**Aim of the task**.
Show every line of the data below that includes the word "lane".

--- Available data Enclosed Below ---

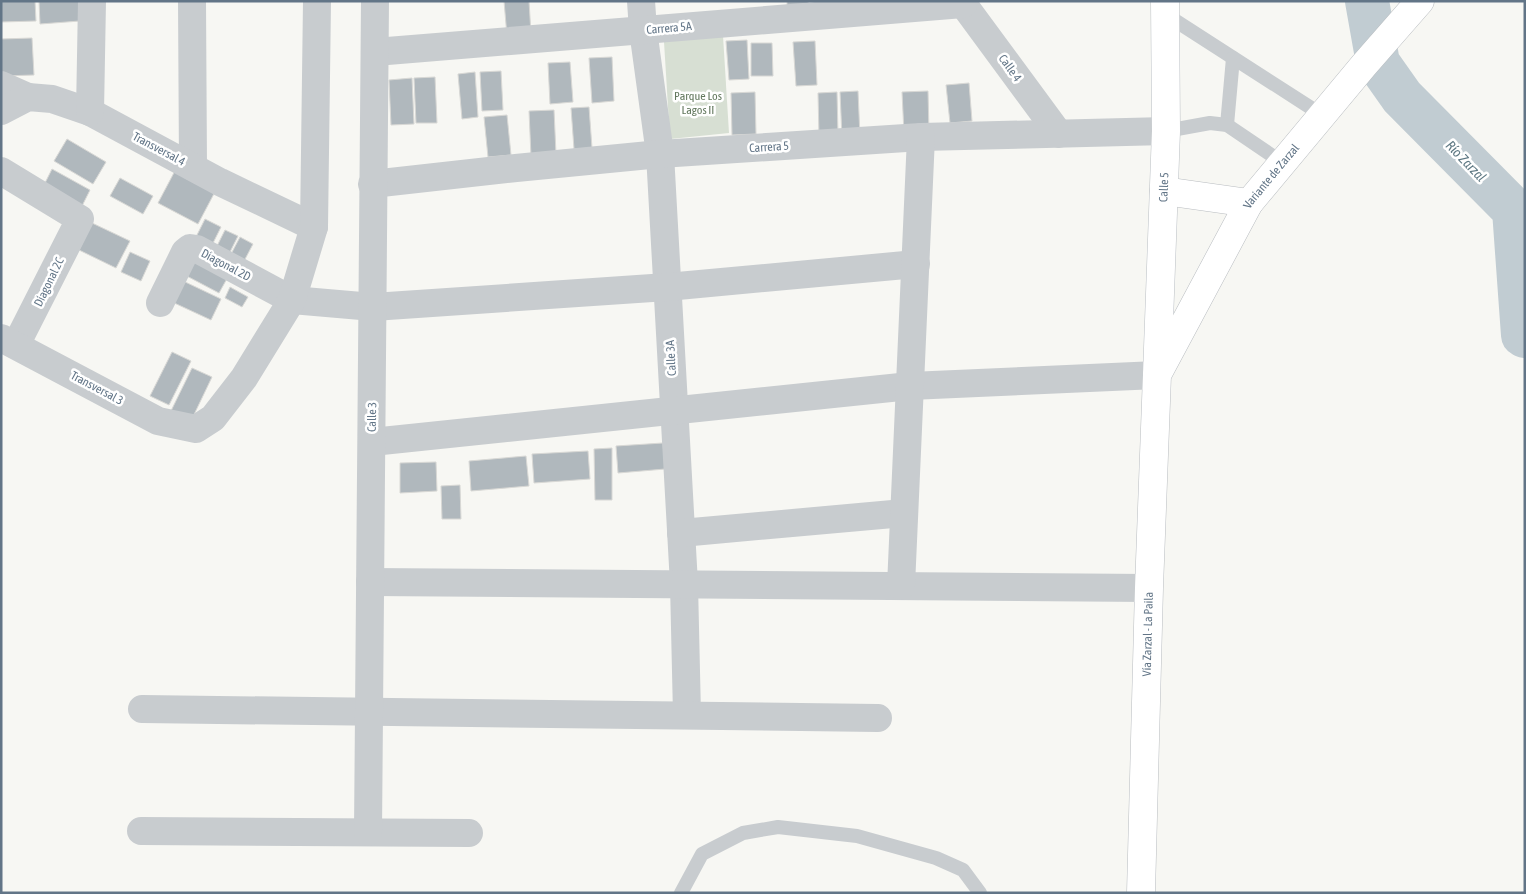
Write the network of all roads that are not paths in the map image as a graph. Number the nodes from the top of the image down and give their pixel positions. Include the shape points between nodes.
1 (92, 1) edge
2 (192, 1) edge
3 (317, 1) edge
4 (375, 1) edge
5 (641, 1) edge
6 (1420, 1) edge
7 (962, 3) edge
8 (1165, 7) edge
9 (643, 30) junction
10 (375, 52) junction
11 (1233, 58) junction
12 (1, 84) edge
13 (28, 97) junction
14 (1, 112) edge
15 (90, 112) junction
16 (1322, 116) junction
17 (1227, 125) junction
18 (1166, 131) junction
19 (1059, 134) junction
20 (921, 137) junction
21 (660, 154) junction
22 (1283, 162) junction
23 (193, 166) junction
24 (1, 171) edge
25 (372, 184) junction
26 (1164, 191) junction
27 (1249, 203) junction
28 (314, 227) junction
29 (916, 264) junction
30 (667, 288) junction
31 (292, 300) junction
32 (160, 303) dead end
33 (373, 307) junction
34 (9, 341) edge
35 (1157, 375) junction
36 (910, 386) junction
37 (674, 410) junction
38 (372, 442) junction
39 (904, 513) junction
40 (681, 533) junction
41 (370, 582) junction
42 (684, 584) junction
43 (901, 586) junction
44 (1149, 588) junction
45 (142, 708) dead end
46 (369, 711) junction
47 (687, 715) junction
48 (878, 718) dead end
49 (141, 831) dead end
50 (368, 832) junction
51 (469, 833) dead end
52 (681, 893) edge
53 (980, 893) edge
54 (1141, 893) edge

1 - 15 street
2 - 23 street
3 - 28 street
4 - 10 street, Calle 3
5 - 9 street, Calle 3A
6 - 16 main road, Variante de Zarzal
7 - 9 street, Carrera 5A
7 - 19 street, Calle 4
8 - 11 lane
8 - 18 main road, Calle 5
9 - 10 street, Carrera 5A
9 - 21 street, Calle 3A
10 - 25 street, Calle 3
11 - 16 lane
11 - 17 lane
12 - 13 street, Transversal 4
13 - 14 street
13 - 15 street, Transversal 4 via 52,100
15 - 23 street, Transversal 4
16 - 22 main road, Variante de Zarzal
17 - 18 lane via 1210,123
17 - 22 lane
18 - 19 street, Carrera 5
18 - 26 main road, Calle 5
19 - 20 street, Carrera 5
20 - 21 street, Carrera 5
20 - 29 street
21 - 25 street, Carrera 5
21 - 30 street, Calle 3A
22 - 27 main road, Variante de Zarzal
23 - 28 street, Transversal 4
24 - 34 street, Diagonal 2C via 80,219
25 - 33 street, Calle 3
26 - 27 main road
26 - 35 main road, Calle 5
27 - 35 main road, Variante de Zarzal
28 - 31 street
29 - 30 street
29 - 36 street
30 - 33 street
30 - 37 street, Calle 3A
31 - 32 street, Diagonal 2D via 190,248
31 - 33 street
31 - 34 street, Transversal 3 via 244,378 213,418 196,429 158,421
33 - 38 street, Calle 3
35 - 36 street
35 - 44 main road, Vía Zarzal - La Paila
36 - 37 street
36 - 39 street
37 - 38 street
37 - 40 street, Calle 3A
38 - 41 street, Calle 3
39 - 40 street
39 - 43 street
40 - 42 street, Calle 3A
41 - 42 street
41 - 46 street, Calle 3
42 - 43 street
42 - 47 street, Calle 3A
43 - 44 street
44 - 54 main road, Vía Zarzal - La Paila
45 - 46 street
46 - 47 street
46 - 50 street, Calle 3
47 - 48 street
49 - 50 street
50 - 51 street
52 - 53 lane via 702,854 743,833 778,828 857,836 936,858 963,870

--- End of Enclosed Available data ---
--- Available data Enclosed Below ---

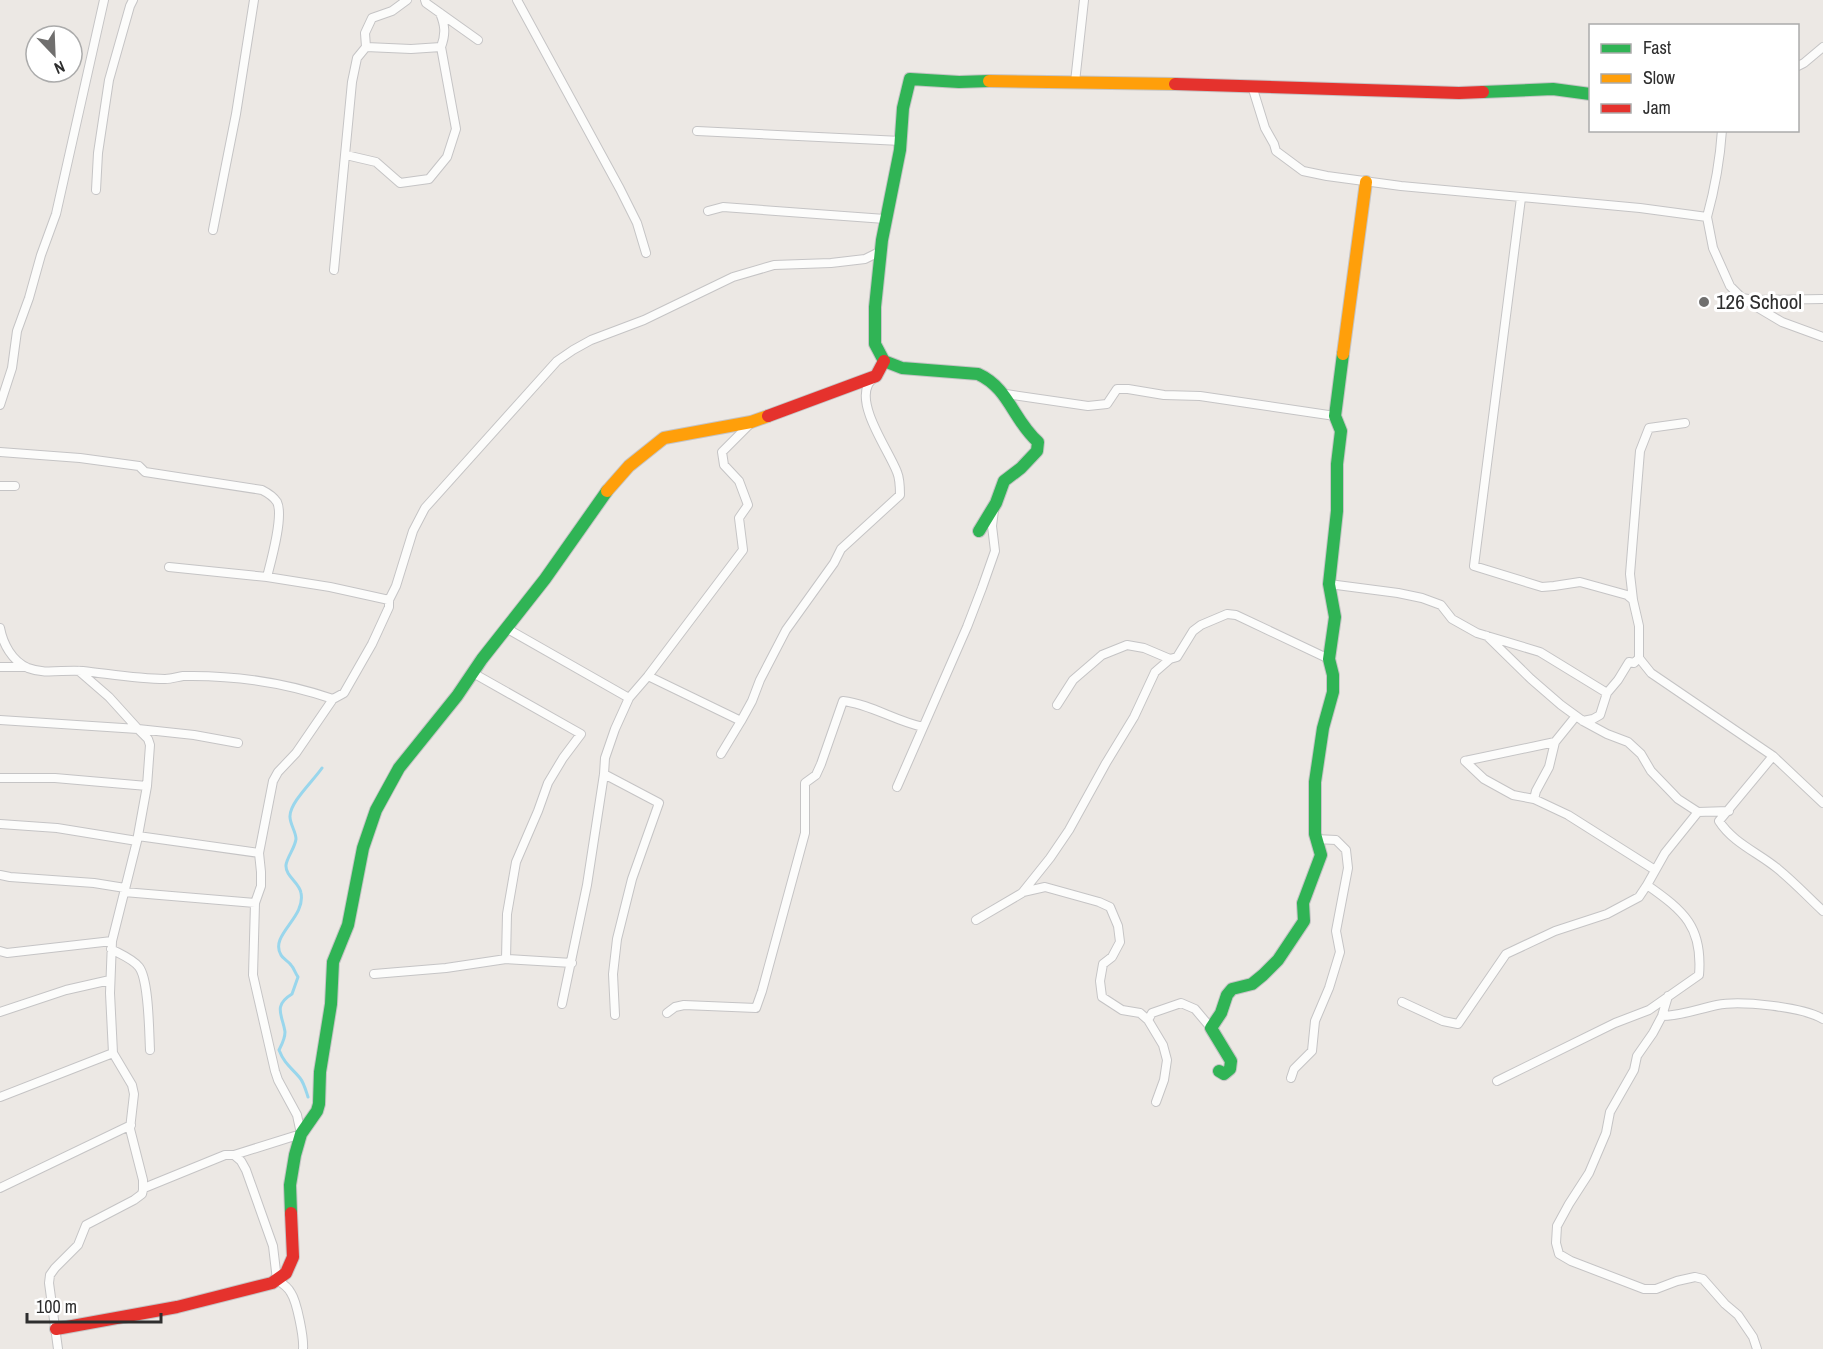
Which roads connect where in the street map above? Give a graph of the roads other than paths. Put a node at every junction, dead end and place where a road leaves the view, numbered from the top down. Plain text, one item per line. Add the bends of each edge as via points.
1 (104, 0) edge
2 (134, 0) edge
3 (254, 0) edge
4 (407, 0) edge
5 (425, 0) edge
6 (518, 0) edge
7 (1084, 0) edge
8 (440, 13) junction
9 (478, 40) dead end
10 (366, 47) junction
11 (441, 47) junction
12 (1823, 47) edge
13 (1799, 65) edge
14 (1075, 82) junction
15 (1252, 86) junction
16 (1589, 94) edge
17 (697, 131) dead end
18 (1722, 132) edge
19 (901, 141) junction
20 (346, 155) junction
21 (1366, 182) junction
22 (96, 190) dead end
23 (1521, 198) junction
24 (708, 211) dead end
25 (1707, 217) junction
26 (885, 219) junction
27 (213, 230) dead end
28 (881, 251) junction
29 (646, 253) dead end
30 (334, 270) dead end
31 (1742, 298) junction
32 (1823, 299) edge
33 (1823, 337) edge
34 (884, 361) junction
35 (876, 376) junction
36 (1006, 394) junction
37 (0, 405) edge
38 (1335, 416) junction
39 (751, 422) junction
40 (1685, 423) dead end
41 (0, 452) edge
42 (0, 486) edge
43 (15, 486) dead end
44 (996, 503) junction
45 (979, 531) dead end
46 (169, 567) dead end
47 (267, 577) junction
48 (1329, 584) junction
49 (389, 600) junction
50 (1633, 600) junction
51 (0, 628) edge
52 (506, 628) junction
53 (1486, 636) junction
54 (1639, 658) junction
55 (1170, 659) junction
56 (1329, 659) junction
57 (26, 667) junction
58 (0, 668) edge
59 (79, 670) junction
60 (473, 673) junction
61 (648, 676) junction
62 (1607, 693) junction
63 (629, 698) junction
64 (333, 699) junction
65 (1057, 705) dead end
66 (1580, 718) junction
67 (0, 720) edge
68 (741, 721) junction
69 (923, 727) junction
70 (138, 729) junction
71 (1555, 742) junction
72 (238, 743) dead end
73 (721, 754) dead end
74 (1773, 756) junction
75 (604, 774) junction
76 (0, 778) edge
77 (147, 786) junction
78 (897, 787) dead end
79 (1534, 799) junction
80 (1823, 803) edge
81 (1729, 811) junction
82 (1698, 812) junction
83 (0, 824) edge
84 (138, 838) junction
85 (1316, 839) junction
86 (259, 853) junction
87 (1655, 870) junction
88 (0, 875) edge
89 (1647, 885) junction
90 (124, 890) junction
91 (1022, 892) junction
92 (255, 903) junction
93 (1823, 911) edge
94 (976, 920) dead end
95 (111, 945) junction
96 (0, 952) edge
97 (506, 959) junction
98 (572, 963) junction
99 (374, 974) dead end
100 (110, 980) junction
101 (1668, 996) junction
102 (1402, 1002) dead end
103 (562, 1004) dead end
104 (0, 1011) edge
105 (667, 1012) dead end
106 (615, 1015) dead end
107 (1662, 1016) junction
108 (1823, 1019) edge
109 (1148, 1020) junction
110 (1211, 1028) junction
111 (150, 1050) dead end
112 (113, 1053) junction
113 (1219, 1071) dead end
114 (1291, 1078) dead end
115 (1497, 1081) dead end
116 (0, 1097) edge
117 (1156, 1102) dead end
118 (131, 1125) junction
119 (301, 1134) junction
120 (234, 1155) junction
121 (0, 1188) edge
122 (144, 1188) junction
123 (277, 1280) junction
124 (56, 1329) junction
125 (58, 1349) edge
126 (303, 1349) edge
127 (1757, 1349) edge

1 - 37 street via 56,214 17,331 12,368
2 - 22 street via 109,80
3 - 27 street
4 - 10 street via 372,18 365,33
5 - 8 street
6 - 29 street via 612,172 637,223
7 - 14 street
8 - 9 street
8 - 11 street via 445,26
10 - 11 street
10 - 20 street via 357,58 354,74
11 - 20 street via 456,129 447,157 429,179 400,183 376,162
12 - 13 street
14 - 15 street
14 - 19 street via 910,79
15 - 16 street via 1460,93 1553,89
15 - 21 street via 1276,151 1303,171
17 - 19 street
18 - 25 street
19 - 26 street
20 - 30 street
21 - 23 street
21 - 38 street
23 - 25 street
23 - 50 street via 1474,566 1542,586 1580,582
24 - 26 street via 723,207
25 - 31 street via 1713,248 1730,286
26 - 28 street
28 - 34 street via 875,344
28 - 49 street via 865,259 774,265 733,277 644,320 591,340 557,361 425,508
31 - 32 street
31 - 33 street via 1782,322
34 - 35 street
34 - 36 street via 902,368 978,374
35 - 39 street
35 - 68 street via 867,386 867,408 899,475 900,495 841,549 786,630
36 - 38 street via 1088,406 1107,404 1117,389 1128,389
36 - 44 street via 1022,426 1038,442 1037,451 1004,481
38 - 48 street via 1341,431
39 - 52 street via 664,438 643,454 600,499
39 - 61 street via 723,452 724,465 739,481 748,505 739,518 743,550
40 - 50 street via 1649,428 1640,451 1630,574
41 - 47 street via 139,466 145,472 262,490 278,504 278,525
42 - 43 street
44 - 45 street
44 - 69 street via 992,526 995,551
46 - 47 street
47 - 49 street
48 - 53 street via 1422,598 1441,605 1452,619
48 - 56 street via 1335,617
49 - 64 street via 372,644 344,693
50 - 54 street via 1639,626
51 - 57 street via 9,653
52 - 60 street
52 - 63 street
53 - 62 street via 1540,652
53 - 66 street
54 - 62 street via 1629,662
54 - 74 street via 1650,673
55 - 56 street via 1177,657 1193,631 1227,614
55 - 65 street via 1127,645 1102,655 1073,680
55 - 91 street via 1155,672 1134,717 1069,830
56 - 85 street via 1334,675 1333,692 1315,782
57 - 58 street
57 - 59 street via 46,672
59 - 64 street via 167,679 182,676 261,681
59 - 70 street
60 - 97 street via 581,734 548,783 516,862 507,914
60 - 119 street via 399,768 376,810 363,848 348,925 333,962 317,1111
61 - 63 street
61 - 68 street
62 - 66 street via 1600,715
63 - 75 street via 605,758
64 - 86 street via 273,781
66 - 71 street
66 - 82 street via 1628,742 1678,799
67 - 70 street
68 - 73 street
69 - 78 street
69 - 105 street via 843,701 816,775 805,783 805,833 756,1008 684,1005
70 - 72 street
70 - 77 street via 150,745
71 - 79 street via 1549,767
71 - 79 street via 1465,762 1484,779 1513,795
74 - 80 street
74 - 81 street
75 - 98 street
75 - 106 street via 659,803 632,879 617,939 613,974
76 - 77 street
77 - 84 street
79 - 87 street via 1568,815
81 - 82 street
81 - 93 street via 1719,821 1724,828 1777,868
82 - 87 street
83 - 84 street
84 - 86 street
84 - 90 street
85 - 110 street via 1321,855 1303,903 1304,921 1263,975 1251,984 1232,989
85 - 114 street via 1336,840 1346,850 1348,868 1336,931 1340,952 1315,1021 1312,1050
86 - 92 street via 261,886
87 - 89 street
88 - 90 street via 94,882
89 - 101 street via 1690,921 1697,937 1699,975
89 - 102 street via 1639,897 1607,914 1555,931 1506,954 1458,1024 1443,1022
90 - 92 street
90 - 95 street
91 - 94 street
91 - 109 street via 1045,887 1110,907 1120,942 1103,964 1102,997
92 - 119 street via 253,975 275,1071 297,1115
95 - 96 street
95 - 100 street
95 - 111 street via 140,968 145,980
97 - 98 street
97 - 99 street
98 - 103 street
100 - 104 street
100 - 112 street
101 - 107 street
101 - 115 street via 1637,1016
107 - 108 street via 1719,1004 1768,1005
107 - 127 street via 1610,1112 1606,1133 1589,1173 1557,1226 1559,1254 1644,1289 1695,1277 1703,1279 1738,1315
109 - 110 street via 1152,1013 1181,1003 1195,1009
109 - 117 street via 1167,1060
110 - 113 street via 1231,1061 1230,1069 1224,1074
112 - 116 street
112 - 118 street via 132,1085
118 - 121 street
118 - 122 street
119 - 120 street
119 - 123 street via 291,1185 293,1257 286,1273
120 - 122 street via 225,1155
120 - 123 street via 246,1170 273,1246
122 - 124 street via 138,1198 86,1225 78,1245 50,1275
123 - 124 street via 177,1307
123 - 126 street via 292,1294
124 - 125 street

--- End of Enclosed Available data ---

**Answer to this task**.
8 - 11 lane
11 - 16 lane
11 - 17 lane
17 - 18 lane via 1210,123
17 - 22 lane
52 - 53 lane via 702,854 743,833 778,828 857,836 936,858 963,870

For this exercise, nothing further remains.